Ну вот, а потом он спускался вниз завтракать, затем надевал старое коричневое пальто с желтым шарфом, сажал меня в машину и вез в другой дом, довольно далеко от нашего. Да, Рауф, в те дни дома еще никуда не успели исчезнуть, ведь это было до того, как я все испортил… В том доме мой хозяин оставался весь день, а на столе у него время от времени звонил звонок. Люди приходили переговорить с ним, и там тоже была уйма бумаг, только по какой-то причине мне не позволяли с ними играть. Зимой зажигали огонь, и я грелся рядышком на ковре. В том доме все было здорово, только звонок на столе мне не нравился. Я не хотел делить с ним хозяина и всегда лаял, когда он звонил. Я точно не уверен, но, по-моему, это был какой-то зверек, ведь когда он звонил, хозяин брал его в руки и разговаривал с ним, а не со мной.

Подруги у моего хозяина не было. Только одна женщина время от времени приходила из дома по соседству и наводила порядок. У нее были седые волосы и передник в красную полоску. Она выкатывала такую жужжащую штуку на колесиках и толкала ее перед собой, а позади через весь пол тянулась такая длинная черная веревка. Один раз я схватил эту веревку и начал было грызть ее для забавы, и женщина так раскричалась! Нет, Рауф, на самом деле она была добрая, я даже не помню, чтобы она еще когда-нибудь на меня сердилась. Но тогда она вытолкала меня из комнаты и никогда больше не пускала туда, где жужжала и гудела та штука. Наверное, это тоже был какой-то зверь. Я сам видел, как он подбирал с ковра и заглатывал обрывки бумаги и всякие мелкие соринки. Как по мне, это в пищу не годится, но мало ли что едят, например, птицы. Или ежи. Правда, в отличие от животных, у этой штуки совсем не было запаха.

По вечерам, а иногда и в середине дня, когда мой хозяин заканчивал свои дела в том, другом доме, мы отправлялись с ним на прогулку. Иногда просто бродили по парку, а иногда блуждали по лесу и вдоль реки. Мы ходили подолгу, я гонял водяных крыс и серых белок, а еще хозяин бросал мне палочки, чтобы я их приносил. Бывали дни, когда он совсем не ездил в дом с бумагами, и тогда, если только он не начинал рыться в саду, мы с ним уходили гулять на много часов! А позже, вечером, мы усаживались с ним у огня.
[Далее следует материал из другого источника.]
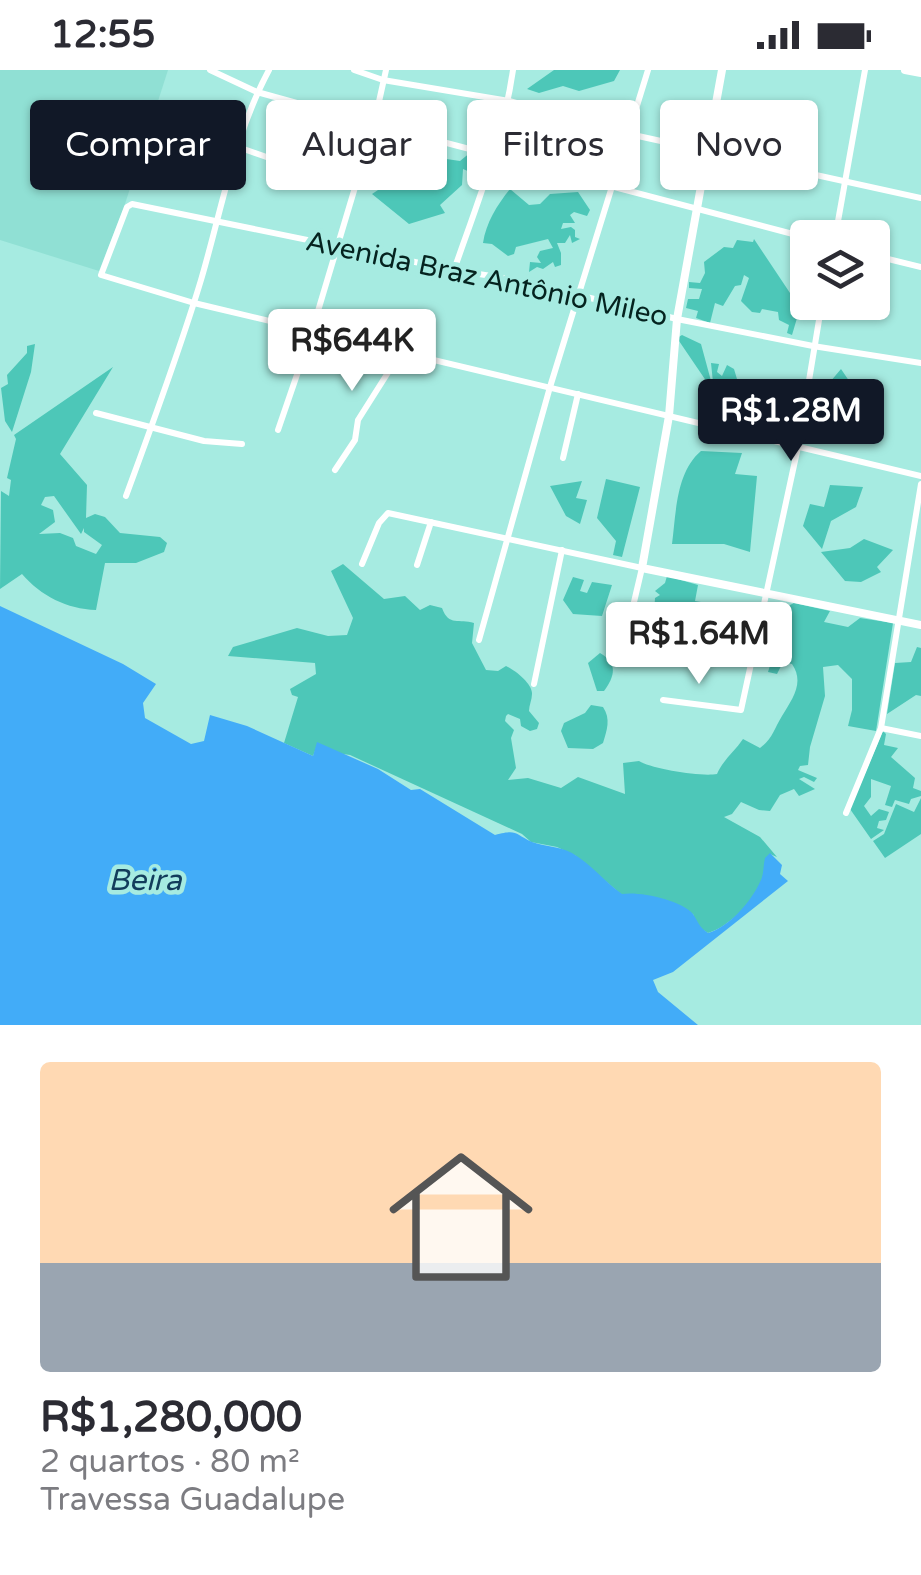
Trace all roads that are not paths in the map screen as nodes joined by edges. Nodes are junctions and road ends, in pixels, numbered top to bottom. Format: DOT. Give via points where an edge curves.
graph roads {
  1 [pos="210,70"];
  2 [pos="270,70"];
  3 [pos="354,70"];
  4 [pos="386,70"];
  5 [pos="514,70"];
  6 [pos="648,70"];
  7 [pos="722,70"];
  8 [pos="865,70"];
  9 [pos="904,70"];
  10 [pos="921,72"];
  11 [pos="383,80"];
  12 [pos="258,92"];
  13 [pos="287,100"];
  14 [pos="379,100"];
  15 [pos="498,100"];
  16 [pos="509,100"];
  17 [pos="639,100"];
  18 [pos="717,100"];
  19 [pos="246,125"];
  20 [pos="818,176"];
  21 [pos="845,182"];
  22 [pos="226,190"];
  23 [pos="354,190"];
  24 [pos="482,190"];
  25 [pos="612,190"];
  26 [pos="631,190"];
  27 [pos="701,190"];
  28 [pos="921,198"];
  29 [pos="697,208"];
  30 [pos="838,220"];
  31 [pos="217,223"];
  32 [pos="790,233"];
  33 [pos="338,246"];
  34 [pos="890,259"];
  35 [pos="921,267"];
  36 [pos="454,270"];
  37 [pos="580,295"];
  38 [pos="194,302"];
  39 [pos="677,319"];
  40 [pos="818,320"];
  41 [pos="312,331"];
  42 [pos="813,346"];
  43 [pos="414,355"];
  44 [pos="921,363"];
  45 [pos="550,386"];
  46 [pos="578,394"];
  47 [pos="96,414"];
  48 [pos="669,416"];
  49 [pos="151,428"];
  50 [pos="278,430"];
  51 [pos="242,444"];
  52 [pos="798,447"];
  53 [pos="562,458"];
  54 [pos="335,470"];
  55 [pos="921,476"];
  56 [pos="921,484"];
  57 [pos="126,496"];
  58 [pos="430,522"];
  59 [pos="508,539"];
  60 [pos="562,550"];
  61 [pos="362,564"];
  62 [pos="417,566"];
  63 [pos="642,568"];
  64 [pos="769,592"];
  65 [pos="898,620"];
  66 [pos="921,625"];
  67 [pos="626,636"];
  68 [pos="479,640"];
  69 [pos="534,684"];
  70 [pos="664,700"];
  71 [pos="881,728"];
  72 [pos="921,736"];
  73 [pos="846,813"];
  1 -- 12 [label="street"];
  2 -- 12 [label="street"];
  3 -- 11 [label="street"];
  4 -- 11 [label="street"];
  5 -- 16 [label="street"];
  6 -- 17 [label="street"];
  7 -- 18 [label="street"];
  8 -- 21 [label="street"];
  9 -- 10 [label="street"];
  11 -- 14 [label="street"];
  11 -- 15 [label="street"];
  12 -- 13 [label="street"];
  12 -- 19 [label="street"];
  20 -- 21 [label="street"];
  21 -- 28 [label="street"];
  21 -- 30 [label="street"];
  22 -- 31 [label="street"];
  23 -- 33 [label="street"];
  24 -- 36 [label="street"];
  25 -- 37 [label="street"];
  26 -- 29 [label="street"];
  27 -- 29 [label="street"];
  29 -- 32 [label="street"];
  29 -- 39 [label="street"];
  31 -- 33 [label="street, Avenida Braz Antônio Mileo"];
  31 -- 38 [label="street"];
  31 -- 38 [label="street, Avenida Braz Antônio Mileo" via="131,204 101,276"];
  33 -- 36 [label="street, Avenida Braz Antônio Mileo"];
  33 -- 41 [label="street"];
  34 -- 35 [label="street"];
  36 -- 37 [label="street, Avenida Braz Antônio Mileo"];
  37 -- 39 [label="street, Avenida Braz Antônio Mileo"];
  37 -- 45 [label="street"];
  38 -- 41 [label="street"];
  38 -- 49 [label="street"];
  39 -- 42 [label="street, Avenida Braz Antônio Mileo"];
  39 -- 48 [label="street"];
  40 -- 42 [label="street"];
  41 -- 43 [label="street"];
  41 -- 50 [label="street"];
  42 -- 44 [label="street, Avenida Braz Antônio Mileo"];
  42 -- 52 [label="street"];
  43 -- 45 [label="street"];
  43 -- 54 [label="street" via="389,370"];
  45 -- 46 [label="street"];
  45 -- 59 [label="street"];
  46 -- 48 [label="street"];
  46 -- 53 [label="street"];
  47 -- 49 [label="street"];
  48 -- 52 [label="street"];
  48 -- 63 [label="street"];
  49 -- 51 [label="street"];
  49 -- 57 [label="street"];
  52 -- 55 [label="street"];
  52 -- 64 [label="street"];
  56 -- 65 [label="street"];
  58 -- 59 [label="street"];
  58 -- 61 [label="street" via="385,514"];
  58 -- 62 [label="street"];
  59 -- 60 [label="street"];
  59 -- 68 [label="street"];
  60 -- 63 [label="street"];
  60 -- 69 [label="street"];
  63 -- 64 [label="street"];
  63 -- 67 [label="street"];
  64 -- 65 [label="street"];
  64 -- 70 [label="street" via="741,710"];
  65 -- 66 [label="street"];
  65 -- 71 [label="street"];
  71 -- 72 [label="street"];
  71 -- 73 [label="street"];
}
У него был такой мерцающий ящик, в который ему нравилось смотреть. Этого я тоже никогда не мог понять, но, наверно, в этом был какой-то смысл, раз ему это нравилось. Иногда в саду принимались орать коты, и я настораживал уши, а мой хозяин смеялся, щелкал языком и шел открывать заднюю дверь. И я вихрем вылетал в сад и громко лаял — гав! гав!.. — и все коты удирали как ошпаренные, а хозяин смеялся: «Молодец, Надоеда! Так их!»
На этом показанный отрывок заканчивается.